China rattles the markets but view on China remains unchanged
Financial markets took a serious hit at the start of 2016 on yet another wave of worries about China. It’s widely accepted that a severe economic crisis in China is one of the most important risks again for this year. We agree. Unlike what many investors seem to believe at the moment, however, the equity slide and downward pressure on the RMB tell us very little about the underlying economic picture. Our scenario that China will avoid a hard landing in 2016 therefore remains in place.

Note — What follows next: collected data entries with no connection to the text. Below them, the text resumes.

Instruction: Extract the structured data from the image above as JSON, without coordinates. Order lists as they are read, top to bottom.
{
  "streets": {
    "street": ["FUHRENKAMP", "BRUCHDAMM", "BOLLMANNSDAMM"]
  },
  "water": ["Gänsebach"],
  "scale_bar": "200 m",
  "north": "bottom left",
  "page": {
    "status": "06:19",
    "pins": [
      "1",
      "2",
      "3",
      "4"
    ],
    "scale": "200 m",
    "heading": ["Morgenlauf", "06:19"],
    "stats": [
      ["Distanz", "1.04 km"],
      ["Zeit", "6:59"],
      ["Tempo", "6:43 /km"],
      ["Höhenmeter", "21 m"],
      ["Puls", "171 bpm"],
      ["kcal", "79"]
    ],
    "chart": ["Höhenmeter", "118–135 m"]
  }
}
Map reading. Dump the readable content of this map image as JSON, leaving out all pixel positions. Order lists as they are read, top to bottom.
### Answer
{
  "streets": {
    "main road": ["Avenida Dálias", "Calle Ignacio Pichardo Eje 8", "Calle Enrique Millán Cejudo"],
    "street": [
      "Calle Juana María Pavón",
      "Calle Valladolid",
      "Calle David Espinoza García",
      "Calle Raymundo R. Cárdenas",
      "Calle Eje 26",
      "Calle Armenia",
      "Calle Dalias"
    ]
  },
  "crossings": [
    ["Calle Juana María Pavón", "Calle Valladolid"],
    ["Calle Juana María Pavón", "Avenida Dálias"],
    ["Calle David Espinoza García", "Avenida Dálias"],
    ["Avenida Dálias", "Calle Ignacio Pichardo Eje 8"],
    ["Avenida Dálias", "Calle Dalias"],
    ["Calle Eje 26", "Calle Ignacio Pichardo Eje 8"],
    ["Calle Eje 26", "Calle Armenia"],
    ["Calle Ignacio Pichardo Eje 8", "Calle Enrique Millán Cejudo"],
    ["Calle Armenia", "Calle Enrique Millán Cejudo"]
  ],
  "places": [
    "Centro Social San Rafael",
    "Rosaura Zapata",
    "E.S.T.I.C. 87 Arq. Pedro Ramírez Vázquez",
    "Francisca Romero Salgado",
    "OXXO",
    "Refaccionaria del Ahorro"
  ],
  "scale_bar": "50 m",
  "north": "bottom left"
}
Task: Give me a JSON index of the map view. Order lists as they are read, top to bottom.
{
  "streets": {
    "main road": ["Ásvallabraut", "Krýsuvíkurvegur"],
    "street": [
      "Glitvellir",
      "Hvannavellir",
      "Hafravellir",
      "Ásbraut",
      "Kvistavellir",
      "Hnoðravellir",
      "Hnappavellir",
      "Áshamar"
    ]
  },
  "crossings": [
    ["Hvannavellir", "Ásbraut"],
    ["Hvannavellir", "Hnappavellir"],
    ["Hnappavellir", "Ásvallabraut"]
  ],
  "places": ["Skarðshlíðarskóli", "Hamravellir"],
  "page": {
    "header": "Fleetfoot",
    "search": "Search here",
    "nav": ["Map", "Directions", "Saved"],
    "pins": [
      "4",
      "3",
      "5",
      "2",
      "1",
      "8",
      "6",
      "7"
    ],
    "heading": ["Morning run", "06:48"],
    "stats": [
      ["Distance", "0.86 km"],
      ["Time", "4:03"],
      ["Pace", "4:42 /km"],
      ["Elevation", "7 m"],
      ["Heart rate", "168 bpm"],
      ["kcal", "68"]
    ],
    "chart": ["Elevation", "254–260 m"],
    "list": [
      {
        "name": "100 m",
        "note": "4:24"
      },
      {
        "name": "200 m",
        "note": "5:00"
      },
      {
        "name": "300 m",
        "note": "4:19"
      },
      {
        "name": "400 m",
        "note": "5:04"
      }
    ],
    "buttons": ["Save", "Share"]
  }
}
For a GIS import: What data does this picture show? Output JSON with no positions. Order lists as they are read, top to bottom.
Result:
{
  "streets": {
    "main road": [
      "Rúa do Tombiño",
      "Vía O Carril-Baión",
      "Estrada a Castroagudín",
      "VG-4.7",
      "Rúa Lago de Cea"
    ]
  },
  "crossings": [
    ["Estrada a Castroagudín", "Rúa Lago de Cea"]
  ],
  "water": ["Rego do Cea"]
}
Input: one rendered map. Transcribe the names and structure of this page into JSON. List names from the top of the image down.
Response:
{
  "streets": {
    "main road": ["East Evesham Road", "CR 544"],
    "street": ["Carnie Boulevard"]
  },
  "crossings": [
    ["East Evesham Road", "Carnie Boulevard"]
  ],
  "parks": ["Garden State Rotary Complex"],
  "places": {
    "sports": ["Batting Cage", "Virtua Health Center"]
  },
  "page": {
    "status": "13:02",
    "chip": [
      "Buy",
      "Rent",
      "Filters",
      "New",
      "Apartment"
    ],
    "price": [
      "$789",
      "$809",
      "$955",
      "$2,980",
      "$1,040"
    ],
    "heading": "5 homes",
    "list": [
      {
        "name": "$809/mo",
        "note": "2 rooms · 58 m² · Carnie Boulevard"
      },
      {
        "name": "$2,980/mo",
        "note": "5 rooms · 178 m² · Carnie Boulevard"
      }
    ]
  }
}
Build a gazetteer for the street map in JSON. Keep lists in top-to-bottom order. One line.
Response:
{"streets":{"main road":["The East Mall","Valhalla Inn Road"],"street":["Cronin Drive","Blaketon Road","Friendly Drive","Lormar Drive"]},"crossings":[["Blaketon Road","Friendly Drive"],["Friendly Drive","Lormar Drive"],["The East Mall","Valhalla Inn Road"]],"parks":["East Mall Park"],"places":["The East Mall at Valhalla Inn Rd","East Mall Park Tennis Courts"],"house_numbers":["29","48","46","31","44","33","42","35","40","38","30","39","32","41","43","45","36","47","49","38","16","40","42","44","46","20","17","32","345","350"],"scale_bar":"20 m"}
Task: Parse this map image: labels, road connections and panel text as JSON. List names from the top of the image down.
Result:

- What then was responsible for the significant drop in Chinese equity market and depreciation of the RMB? The most likely answer is that the anticipation of the planned lifting on share sales (introduced in mid-2015 when Chinese financial markets crashed following a speculative bubble) triggered the equity sell-off. Moreover, it seems that a new circuit breaker system has exacerbated the situation as investors rushed for the exit before markets are closed down when prices drop too fast. There is still a long way to go before China will have a soundly developed financial system in place. If you believe that equity prices in the Western world are heavily subject to mood changes among investors, then investing in the Chinese stock market comes close to playing casino games. At the same time, as relatively few Chinese citizens own equities, the recent stock market crash should not have a meaningful impact on domestic consumption.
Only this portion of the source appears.